[Stored data entries]
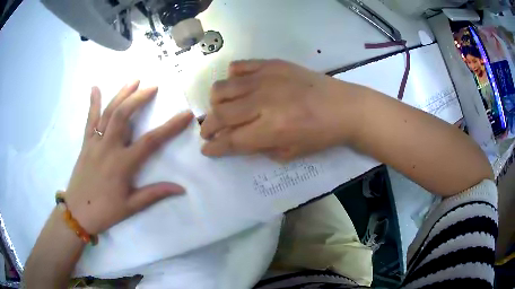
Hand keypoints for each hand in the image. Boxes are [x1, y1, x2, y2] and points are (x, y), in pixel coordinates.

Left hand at [65, 81, 193, 234]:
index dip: (170, 127)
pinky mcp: (85, 143)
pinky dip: (93, 103)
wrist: (78, 213)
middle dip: (139, 98)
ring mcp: (95, 143)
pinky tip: (95, 87)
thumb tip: (181, 188)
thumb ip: (155, 194)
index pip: (151, 141)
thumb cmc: (105, 211)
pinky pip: (90, 120)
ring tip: (134, 80)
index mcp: (122, 164)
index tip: (185, 114)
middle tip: (152, 86)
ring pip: (108, 113)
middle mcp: (108, 148)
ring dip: (121, 94)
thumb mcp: (131, 206)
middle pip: (124, 115)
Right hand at [200, 59, 361, 160]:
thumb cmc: (321, 135)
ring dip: (216, 103)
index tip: (206, 150)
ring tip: (222, 109)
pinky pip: (239, 66)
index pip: (231, 139)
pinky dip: (232, 78)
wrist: (344, 106)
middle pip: (221, 114)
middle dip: (208, 127)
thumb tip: (234, 140)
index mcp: (272, 129)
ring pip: (222, 88)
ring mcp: (266, 78)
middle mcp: (264, 101)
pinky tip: (239, 87)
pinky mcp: (272, 64)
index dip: (214, 147)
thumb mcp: (290, 153)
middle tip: (208, 132)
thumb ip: (258, 148)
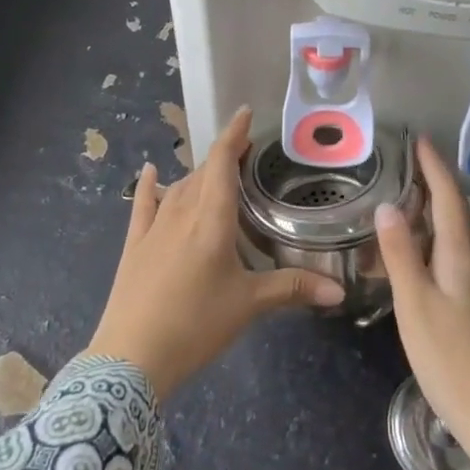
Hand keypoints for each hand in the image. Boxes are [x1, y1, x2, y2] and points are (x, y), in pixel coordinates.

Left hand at [85, 107, 343, 397]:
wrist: (131, 356)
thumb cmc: (195, 323)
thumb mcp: (248, 305)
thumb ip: (292, 289)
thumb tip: (338, 290)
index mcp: (212, 219)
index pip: (222, 163)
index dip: (234, 135)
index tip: (245, 113)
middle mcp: (182, 213)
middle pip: (203, 173)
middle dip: (223, 158)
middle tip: (244, 155)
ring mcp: (154, 228)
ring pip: (178, 187)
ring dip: (197, 175)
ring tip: (215, 173)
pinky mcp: (135, 245)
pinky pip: (143, 205)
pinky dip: (149, 186)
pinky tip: (151, 172)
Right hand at [376, 138, 469, 469]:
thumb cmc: (452, 359)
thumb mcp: (416, 305)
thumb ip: (400, 254)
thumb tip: (387, 206)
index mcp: (461, 256)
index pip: (449, 199)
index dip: (435, 168)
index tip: (420, 140)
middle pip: (457, 213)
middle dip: (436, 183)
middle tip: (409, 162)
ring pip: (456, 236)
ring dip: (435, 211)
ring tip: (407, 200)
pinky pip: (452, 256)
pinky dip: (433, 240)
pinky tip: (417, 254)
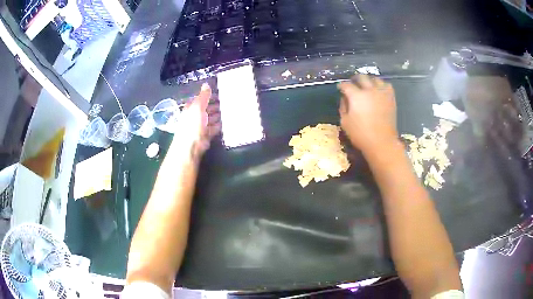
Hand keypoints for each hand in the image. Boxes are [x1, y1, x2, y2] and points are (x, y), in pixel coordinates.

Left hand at [167, 83, 220, 162]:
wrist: (190, 146)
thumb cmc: (192, 124)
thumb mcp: (197, 107)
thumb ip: (203, 96)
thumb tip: (206, 84)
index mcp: (191, 108)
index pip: (200, 99)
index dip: (209, 95)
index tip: (220, 91)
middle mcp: (194, 116)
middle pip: (206, 108)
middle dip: (215, 105)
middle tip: (228, 101)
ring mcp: (200, 126)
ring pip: (210, 118)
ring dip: (218, 115)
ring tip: (229, 110)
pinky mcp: (206, 135)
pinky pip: (214, 128)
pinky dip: (219, 125)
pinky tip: (226, 123)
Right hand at [338, 74, 397, 153]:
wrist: (382, 142)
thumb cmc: (361, 134)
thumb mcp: (345, 122)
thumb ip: (343, 107)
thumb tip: (344, 98)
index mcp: (356, 96)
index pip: (346, 85)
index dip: (341, 85)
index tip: (340, 88)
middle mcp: (369, 90)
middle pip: (361, 77)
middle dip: (355, 79)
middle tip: (353, 84)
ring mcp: (382, 93)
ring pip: (375, 78)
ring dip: (369, 80)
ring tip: (367, 85)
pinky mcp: (391, 98)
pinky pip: (387, 85)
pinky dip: (381, 85)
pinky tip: (378, 90)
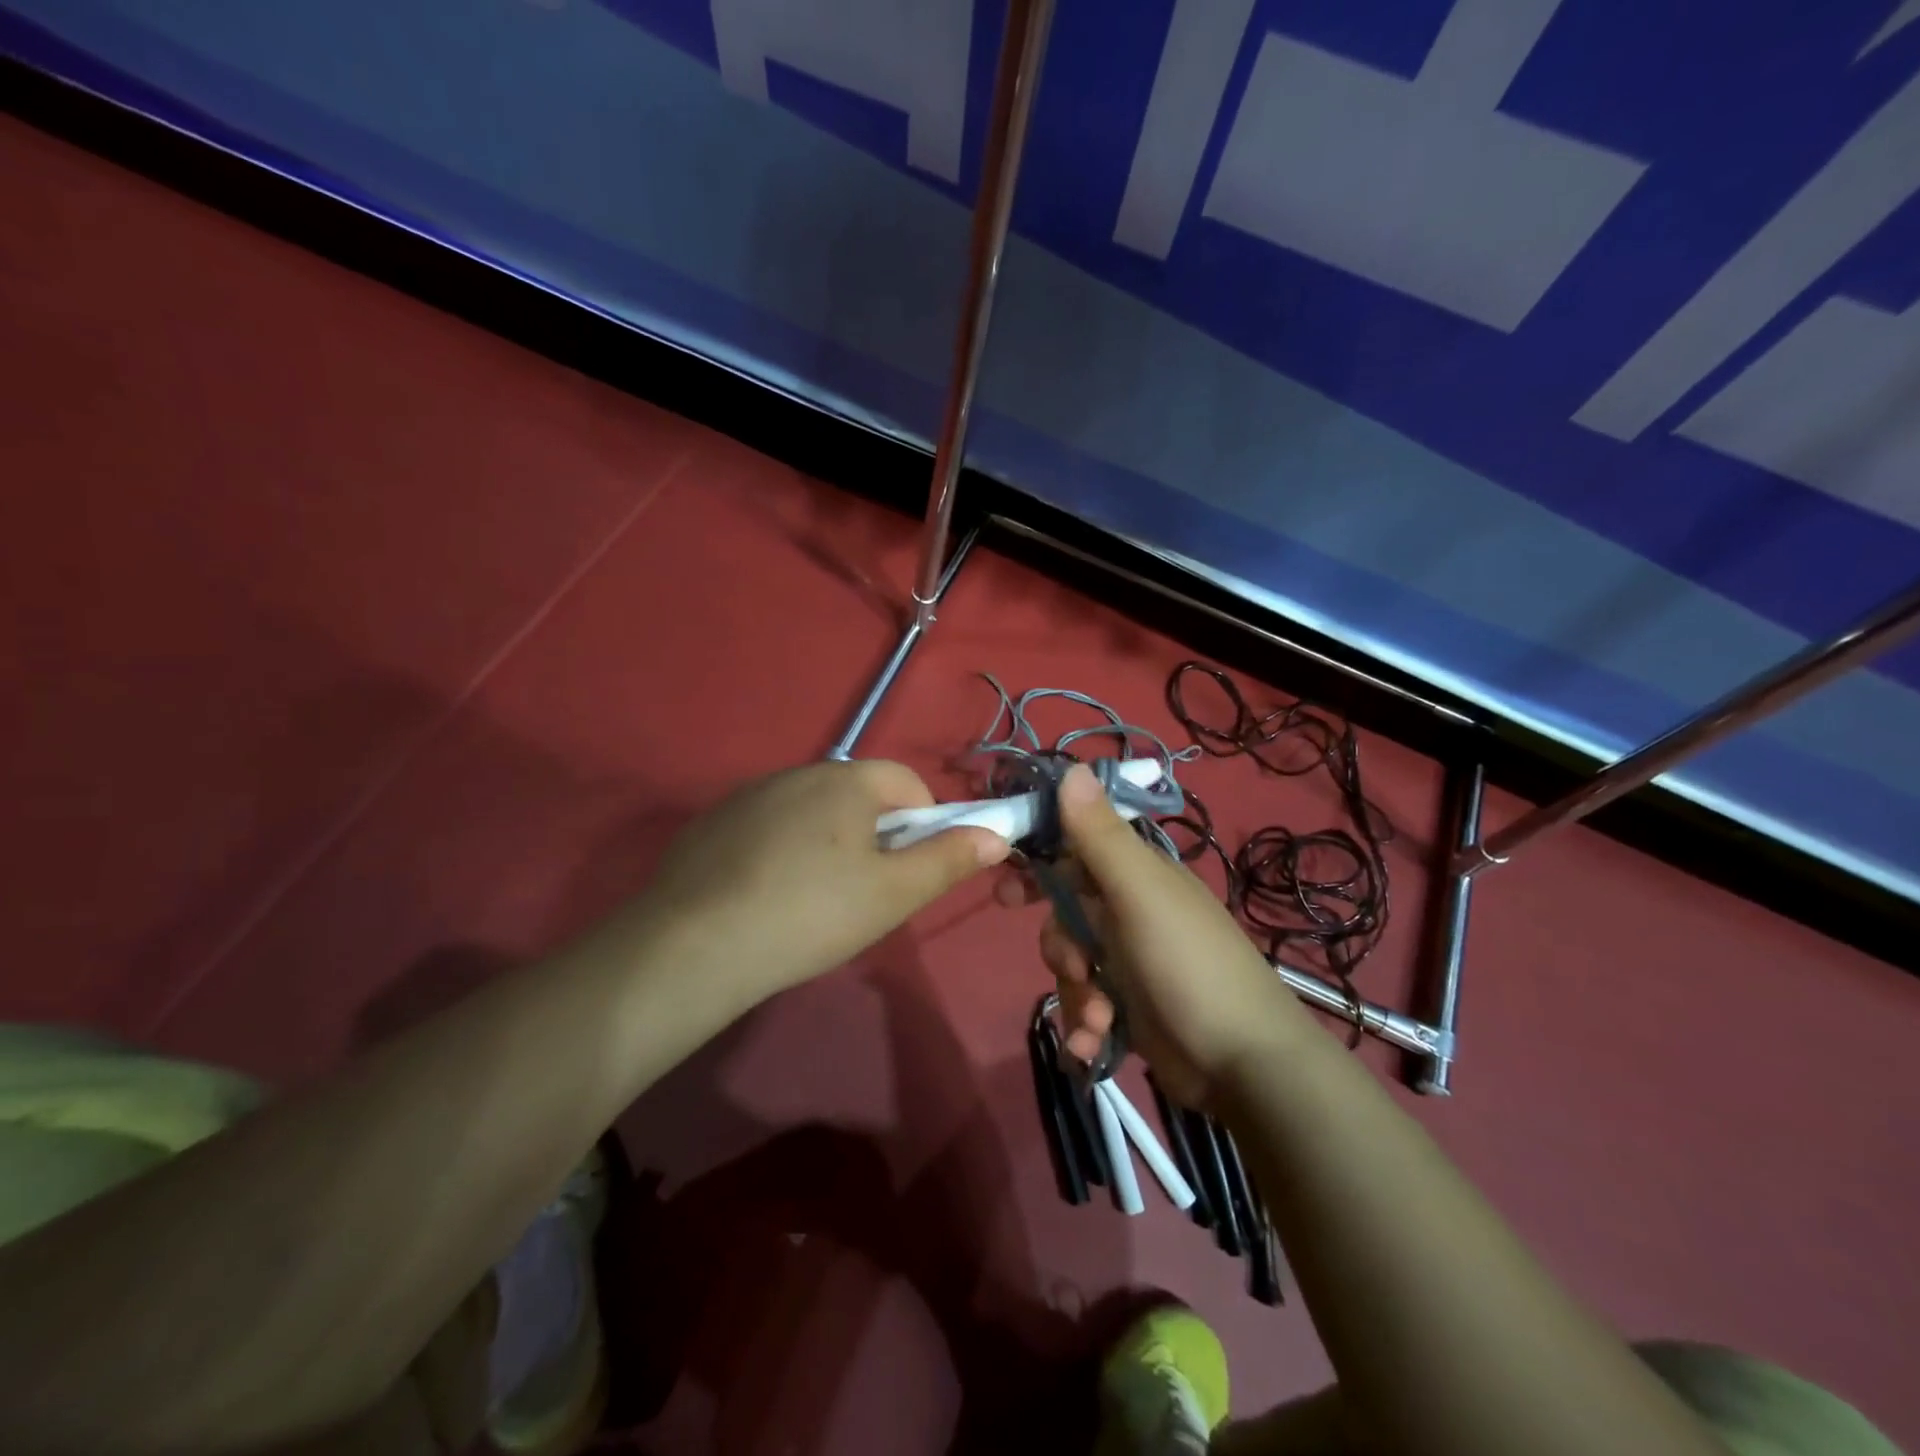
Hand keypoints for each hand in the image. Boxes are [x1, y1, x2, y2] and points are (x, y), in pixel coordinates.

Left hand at [636, 760, 1008, 1005]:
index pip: (907, 782)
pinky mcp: (713, 823)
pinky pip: (767, 827)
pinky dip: (781, 852)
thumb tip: (996, 835)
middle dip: (875, 835)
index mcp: (846, 780)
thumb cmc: (812, 914)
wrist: (694, 946)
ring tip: (813, 902)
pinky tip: (765, 898)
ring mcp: (749, 795)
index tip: (911, 869)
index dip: (924, 823)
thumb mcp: (893, 894)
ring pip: (811, 812)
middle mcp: (797, 772)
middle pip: (858, 796)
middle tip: (866, 893)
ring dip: (827, 843)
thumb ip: (949, 859)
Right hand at [1001, 763, 1313, 1105]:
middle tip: (1071, 965)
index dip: (1038, 861)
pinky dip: (1083, 1026)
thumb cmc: (1189, 965)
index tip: (1004, 884)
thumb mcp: (1140, 894)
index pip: (1074, 849)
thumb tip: (1072, 767)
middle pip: (1064, 913)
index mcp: (1136, 875)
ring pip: (1071, 963)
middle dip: (1059, 944)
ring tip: (1100, 1019)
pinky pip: (1085, 1004)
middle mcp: (1130, 911)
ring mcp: (1130, 962)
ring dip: (1075, 994)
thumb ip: (1100, 836)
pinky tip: (1094, 1045)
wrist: (1246, 1065)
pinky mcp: (1129, 1007)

● Exercise instructions: Output only the lines from the one holding "thumb cmc: (812, 914)" through the last line above, exactly as they appear.

● Response to this exercise:
thumb cmc: (812, 914)
wrist: (694, 946)
ring tip: (813, 902)
pinky tip: (765, 898)
ring mcp: (749, 795)
index tip: (911, 869)
index dip: (924, 823)
thumb mcp: (893, 894)
ring pip: (811, 812)
middle mcp: (797, 772)
middle pip: (858, 796)
middle tip: (866, 893)
ring dip: (827, 843)
thumb ip: (949, 859)
Right hand at [1001, 763, 1313, 1105]:
middle tip: (1071, 965)
index dip: (1038, 861)
pinky dip: (1083, 1026)
thumb cmc: (1189, 965)
index tip: (1004, 884)
thumb mcp: (1140, 894)
index pip: (1074, 849)
thumb tip: (1072, 767)
middle pip: (1064, 913)
index mcp: (1136, 875)
ring pip: (1071, 963)
middle dip: (1059, 944)
ring tip: (1100, 1019)
pinky pip: (1085, 1004)
middle mcp: (1130, 911)
ring mcp: (1130, 962)
ring dip: (1075, 994)
thumb ip: (1100, 836)
pinky tip: (1094, 1045)
wrist: (1246, 1065)
pinky mcp: (1129, 1007)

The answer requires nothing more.